Collected data entries
☆ ☆ ☆ ☆ ☆ ☆ ☆
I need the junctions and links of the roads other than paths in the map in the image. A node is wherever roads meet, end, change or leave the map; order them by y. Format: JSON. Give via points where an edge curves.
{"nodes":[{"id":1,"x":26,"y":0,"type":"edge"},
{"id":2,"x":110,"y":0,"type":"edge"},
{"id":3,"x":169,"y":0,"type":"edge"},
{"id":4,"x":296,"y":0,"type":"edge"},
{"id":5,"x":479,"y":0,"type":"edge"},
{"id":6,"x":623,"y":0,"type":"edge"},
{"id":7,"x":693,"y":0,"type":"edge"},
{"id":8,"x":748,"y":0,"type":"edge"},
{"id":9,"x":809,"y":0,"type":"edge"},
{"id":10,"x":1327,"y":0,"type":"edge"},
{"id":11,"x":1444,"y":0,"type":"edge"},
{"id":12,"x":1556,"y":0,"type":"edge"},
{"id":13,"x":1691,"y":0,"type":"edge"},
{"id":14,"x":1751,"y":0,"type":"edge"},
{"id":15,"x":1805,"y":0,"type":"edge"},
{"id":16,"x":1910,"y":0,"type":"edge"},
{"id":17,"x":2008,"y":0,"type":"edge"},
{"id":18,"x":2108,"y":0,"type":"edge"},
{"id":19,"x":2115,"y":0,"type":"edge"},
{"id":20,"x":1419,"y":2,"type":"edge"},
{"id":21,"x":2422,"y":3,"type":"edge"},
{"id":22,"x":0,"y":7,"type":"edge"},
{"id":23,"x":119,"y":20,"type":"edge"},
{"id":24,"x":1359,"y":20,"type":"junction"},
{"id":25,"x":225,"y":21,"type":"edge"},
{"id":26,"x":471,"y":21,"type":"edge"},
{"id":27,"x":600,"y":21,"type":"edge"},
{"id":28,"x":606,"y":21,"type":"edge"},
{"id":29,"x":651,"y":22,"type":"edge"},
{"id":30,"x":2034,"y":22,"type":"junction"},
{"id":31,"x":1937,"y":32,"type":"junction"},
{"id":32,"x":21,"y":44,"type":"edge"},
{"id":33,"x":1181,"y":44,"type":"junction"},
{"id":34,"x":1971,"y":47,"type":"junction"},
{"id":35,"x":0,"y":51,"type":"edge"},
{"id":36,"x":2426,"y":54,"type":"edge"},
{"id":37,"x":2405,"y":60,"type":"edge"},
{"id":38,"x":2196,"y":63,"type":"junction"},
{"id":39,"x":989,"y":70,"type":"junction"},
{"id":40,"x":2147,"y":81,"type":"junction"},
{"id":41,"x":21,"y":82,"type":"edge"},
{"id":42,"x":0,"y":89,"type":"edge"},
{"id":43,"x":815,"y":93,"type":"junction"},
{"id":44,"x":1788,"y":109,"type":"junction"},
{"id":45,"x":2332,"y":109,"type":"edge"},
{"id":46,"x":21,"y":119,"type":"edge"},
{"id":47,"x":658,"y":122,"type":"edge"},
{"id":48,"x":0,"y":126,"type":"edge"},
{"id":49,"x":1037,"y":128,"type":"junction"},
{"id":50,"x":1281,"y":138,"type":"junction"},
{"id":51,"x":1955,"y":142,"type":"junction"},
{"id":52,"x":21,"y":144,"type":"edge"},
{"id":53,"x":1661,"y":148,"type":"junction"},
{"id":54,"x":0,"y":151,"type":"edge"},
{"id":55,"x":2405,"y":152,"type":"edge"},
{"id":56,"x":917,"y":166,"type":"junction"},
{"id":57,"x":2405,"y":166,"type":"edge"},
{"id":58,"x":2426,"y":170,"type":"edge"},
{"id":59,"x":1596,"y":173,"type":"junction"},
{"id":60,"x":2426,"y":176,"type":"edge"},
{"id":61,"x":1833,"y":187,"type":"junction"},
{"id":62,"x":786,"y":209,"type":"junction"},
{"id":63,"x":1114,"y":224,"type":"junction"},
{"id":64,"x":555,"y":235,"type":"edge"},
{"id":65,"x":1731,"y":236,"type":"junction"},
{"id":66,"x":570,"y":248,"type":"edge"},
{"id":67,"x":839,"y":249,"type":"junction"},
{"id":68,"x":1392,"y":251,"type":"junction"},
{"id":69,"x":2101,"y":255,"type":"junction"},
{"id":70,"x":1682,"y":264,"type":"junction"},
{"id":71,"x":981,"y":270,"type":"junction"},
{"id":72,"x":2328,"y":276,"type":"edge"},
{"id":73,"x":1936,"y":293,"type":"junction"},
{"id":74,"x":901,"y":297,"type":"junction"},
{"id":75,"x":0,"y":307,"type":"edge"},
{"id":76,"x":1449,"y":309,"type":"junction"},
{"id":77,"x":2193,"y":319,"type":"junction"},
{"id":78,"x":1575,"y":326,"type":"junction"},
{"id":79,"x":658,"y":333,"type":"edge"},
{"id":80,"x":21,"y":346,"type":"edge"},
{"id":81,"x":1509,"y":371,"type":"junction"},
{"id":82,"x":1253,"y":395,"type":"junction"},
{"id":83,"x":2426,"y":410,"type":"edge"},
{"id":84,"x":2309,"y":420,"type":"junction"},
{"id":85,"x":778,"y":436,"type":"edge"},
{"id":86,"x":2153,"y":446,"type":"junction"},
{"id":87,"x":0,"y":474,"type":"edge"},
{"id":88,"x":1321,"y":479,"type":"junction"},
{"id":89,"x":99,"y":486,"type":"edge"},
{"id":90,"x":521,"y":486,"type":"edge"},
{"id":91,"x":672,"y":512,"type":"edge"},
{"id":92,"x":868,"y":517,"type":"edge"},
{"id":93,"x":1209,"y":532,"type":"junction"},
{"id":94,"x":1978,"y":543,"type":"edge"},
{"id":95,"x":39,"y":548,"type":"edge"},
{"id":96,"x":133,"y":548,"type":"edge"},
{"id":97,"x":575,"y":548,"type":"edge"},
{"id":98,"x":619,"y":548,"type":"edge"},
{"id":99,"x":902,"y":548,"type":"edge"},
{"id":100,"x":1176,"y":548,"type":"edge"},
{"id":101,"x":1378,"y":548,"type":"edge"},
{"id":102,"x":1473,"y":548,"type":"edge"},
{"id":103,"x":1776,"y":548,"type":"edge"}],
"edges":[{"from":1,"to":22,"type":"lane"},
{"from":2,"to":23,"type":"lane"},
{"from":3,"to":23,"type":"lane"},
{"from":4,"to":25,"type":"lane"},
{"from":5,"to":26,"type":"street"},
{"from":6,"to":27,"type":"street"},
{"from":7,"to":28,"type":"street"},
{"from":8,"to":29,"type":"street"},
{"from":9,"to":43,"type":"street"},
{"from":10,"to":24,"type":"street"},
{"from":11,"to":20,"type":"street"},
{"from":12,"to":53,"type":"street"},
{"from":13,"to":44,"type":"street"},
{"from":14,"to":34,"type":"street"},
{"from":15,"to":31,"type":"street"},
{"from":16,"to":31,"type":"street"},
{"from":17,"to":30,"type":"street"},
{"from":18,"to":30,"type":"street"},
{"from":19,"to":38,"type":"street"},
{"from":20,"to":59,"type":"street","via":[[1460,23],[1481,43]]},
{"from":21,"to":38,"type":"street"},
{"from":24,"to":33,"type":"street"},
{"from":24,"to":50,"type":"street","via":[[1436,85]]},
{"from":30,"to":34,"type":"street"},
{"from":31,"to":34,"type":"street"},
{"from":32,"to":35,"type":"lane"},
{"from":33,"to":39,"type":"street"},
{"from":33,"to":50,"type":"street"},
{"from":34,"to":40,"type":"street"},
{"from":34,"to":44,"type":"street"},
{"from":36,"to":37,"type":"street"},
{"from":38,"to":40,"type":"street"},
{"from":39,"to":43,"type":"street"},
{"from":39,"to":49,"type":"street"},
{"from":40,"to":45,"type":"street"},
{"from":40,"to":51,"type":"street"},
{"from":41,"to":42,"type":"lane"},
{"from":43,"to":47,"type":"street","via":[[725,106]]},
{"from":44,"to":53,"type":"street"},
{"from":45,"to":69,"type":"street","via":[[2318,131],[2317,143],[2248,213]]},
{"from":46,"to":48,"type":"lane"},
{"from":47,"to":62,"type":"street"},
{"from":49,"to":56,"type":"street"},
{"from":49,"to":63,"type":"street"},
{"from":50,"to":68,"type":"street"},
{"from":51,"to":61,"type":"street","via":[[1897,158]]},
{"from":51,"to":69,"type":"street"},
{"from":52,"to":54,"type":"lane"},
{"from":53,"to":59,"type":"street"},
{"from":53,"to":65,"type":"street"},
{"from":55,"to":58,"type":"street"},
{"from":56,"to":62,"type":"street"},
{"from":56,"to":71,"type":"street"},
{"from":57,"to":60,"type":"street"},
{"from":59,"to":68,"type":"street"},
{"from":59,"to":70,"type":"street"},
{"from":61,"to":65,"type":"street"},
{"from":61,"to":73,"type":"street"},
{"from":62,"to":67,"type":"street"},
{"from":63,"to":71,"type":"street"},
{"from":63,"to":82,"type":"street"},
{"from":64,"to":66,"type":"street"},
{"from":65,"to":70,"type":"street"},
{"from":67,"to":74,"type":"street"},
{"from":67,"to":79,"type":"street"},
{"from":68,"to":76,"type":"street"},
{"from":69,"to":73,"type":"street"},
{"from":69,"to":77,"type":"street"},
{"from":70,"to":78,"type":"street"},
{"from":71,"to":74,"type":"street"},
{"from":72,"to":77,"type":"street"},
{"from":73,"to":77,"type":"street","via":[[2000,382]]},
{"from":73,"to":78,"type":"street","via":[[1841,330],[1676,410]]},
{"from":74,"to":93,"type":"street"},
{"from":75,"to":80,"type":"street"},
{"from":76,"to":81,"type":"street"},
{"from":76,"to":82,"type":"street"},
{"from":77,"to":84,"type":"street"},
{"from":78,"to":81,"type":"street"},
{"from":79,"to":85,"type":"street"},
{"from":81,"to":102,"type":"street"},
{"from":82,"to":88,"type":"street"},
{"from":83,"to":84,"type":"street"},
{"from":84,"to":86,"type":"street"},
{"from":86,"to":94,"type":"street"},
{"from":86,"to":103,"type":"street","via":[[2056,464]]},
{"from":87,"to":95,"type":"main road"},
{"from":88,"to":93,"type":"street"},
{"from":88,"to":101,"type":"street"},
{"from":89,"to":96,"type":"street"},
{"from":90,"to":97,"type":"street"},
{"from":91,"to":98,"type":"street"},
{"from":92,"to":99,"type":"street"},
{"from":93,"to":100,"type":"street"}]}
☆ ☆ ☆ ☆ ☆ ☆ ☆
In these records, tally the lines that contain the string "lane", and give only the result.

* Response to this task: 8